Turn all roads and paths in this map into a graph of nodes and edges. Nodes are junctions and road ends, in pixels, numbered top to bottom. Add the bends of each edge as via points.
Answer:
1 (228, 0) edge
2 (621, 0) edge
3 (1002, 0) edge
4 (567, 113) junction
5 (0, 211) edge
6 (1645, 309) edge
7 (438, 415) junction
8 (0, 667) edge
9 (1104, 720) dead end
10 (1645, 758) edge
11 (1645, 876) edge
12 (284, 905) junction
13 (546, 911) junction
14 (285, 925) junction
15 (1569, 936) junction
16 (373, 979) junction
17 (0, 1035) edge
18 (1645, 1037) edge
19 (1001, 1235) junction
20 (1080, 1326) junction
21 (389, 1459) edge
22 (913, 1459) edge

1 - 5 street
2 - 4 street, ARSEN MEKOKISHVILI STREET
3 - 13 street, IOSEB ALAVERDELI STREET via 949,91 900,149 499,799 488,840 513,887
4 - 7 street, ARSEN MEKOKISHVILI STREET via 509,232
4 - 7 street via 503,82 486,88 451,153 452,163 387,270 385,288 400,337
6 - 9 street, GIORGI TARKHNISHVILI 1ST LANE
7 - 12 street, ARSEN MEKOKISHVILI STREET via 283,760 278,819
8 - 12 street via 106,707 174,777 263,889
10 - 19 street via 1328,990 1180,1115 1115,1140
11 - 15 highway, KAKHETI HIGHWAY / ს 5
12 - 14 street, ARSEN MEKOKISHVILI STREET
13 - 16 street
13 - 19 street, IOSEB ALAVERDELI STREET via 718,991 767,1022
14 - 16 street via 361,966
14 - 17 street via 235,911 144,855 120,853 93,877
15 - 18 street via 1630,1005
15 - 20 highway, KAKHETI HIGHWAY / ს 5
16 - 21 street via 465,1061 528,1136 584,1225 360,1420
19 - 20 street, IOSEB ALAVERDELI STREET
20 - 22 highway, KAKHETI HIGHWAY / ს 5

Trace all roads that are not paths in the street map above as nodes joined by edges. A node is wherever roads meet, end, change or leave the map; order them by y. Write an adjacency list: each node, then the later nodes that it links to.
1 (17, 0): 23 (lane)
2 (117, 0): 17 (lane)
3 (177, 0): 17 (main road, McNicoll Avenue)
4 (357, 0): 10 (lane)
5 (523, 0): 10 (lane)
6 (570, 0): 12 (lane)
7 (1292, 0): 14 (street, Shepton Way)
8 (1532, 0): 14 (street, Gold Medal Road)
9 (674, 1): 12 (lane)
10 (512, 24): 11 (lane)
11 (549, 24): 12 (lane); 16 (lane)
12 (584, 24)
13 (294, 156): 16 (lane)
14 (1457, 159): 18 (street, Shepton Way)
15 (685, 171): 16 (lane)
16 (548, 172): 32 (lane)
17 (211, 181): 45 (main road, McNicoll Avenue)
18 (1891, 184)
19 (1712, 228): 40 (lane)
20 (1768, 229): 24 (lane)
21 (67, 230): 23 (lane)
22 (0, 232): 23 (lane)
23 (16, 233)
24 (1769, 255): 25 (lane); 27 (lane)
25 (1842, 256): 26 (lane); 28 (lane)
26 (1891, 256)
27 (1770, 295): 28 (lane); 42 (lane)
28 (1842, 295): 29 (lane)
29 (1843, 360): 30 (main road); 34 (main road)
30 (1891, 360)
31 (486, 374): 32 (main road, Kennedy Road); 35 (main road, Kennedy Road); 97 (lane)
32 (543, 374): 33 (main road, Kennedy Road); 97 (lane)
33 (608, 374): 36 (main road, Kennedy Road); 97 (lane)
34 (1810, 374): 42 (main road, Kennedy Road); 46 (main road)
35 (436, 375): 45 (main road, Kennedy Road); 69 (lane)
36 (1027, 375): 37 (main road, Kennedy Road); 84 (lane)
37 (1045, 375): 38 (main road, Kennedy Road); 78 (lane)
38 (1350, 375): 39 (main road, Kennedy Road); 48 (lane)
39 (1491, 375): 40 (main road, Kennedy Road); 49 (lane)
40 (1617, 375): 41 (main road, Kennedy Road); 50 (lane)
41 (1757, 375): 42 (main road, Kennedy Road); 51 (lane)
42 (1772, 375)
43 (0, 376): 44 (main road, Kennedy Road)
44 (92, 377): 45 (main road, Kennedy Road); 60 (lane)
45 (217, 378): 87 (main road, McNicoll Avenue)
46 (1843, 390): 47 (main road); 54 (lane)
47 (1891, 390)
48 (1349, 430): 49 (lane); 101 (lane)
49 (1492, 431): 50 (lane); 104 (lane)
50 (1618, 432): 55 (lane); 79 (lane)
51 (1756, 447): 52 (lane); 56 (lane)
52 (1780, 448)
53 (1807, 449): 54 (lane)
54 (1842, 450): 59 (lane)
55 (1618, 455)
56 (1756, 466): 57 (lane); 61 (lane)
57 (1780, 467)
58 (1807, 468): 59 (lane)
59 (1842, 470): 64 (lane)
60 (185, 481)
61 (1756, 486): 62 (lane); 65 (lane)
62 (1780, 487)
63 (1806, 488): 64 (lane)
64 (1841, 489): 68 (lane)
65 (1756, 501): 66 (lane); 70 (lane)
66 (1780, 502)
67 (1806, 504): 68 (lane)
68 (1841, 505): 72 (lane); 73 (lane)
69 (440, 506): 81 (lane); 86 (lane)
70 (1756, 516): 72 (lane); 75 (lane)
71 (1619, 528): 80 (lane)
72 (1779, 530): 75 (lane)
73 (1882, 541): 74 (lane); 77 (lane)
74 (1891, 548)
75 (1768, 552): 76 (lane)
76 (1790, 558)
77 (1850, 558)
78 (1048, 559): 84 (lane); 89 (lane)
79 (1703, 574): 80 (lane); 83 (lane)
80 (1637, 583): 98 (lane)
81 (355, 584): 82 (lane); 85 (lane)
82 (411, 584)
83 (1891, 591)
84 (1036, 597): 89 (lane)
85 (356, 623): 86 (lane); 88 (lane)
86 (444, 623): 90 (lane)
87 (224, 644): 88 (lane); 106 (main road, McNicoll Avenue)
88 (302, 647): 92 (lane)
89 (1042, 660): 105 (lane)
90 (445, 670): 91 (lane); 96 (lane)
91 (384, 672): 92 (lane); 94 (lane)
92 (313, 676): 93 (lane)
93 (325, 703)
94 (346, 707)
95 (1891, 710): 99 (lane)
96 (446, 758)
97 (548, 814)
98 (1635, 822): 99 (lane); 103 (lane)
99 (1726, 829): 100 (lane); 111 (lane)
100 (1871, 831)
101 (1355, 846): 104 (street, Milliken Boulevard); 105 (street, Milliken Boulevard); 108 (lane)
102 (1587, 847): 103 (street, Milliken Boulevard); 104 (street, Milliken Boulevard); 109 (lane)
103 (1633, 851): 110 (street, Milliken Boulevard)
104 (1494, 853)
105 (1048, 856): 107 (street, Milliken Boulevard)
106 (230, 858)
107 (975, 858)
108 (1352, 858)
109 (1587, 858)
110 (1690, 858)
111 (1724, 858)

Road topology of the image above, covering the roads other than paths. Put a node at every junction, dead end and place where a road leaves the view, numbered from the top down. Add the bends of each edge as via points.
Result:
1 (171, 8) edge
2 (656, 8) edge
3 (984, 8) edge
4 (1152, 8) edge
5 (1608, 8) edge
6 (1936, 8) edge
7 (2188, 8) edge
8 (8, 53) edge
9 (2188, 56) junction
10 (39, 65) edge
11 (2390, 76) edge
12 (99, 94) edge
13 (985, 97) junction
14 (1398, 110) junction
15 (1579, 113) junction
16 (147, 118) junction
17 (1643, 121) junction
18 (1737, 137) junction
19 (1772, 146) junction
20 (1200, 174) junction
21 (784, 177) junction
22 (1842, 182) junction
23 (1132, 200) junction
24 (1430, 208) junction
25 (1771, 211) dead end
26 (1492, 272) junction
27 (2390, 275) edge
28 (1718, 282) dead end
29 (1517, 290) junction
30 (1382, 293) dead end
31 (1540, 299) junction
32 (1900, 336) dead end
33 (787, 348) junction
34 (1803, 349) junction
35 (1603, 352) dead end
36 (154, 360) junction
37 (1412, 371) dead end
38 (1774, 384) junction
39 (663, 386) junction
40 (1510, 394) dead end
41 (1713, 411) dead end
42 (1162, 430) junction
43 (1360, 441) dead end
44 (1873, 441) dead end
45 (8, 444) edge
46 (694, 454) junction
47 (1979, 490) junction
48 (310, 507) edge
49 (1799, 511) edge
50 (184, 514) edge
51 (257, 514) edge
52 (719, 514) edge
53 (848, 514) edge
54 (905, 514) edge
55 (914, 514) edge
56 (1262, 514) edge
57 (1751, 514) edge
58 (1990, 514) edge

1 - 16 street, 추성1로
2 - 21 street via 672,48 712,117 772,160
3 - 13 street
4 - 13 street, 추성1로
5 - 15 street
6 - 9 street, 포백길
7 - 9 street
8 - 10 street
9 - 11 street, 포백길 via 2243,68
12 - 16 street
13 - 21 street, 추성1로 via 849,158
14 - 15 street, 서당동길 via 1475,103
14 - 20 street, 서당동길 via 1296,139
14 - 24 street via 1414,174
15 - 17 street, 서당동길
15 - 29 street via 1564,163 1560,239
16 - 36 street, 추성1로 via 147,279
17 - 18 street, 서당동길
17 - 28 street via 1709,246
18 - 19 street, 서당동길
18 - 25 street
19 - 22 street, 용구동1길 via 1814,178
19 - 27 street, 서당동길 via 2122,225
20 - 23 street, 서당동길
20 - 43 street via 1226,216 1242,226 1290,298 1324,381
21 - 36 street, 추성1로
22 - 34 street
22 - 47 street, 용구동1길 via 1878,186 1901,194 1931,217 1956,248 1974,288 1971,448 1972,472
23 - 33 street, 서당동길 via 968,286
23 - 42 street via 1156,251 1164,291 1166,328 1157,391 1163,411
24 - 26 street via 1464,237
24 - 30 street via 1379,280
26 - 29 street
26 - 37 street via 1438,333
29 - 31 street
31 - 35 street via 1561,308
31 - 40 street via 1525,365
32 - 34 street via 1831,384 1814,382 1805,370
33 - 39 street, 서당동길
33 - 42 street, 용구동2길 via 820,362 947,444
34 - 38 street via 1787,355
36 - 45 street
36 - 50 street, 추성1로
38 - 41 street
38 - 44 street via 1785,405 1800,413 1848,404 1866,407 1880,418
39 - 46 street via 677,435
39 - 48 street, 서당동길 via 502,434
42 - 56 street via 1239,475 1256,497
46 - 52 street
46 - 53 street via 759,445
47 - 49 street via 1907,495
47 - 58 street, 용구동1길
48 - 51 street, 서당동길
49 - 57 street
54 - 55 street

————————

Work to be completed –
Look over the records above, and wherever a line contains the string "서당동길", copy that line.

Completed exercise –
14 - 15 street, 서당동길 via 1475,103
14 - 20 street, 서당동길 via 1296,139
15 - 17 street, 서당동길
17 - 18 street, 서당동길
18 - 19 street, 서당동길
19 - 27 street, 서당동길 via 2122,225
20 - 23 street, 서당동길
23 - 33 street, 서당동길 via 968,286
33 - 39 street, 서당동길
39 - 48 street, 서당동길 via 502,434
48 - 51 street, 서당동길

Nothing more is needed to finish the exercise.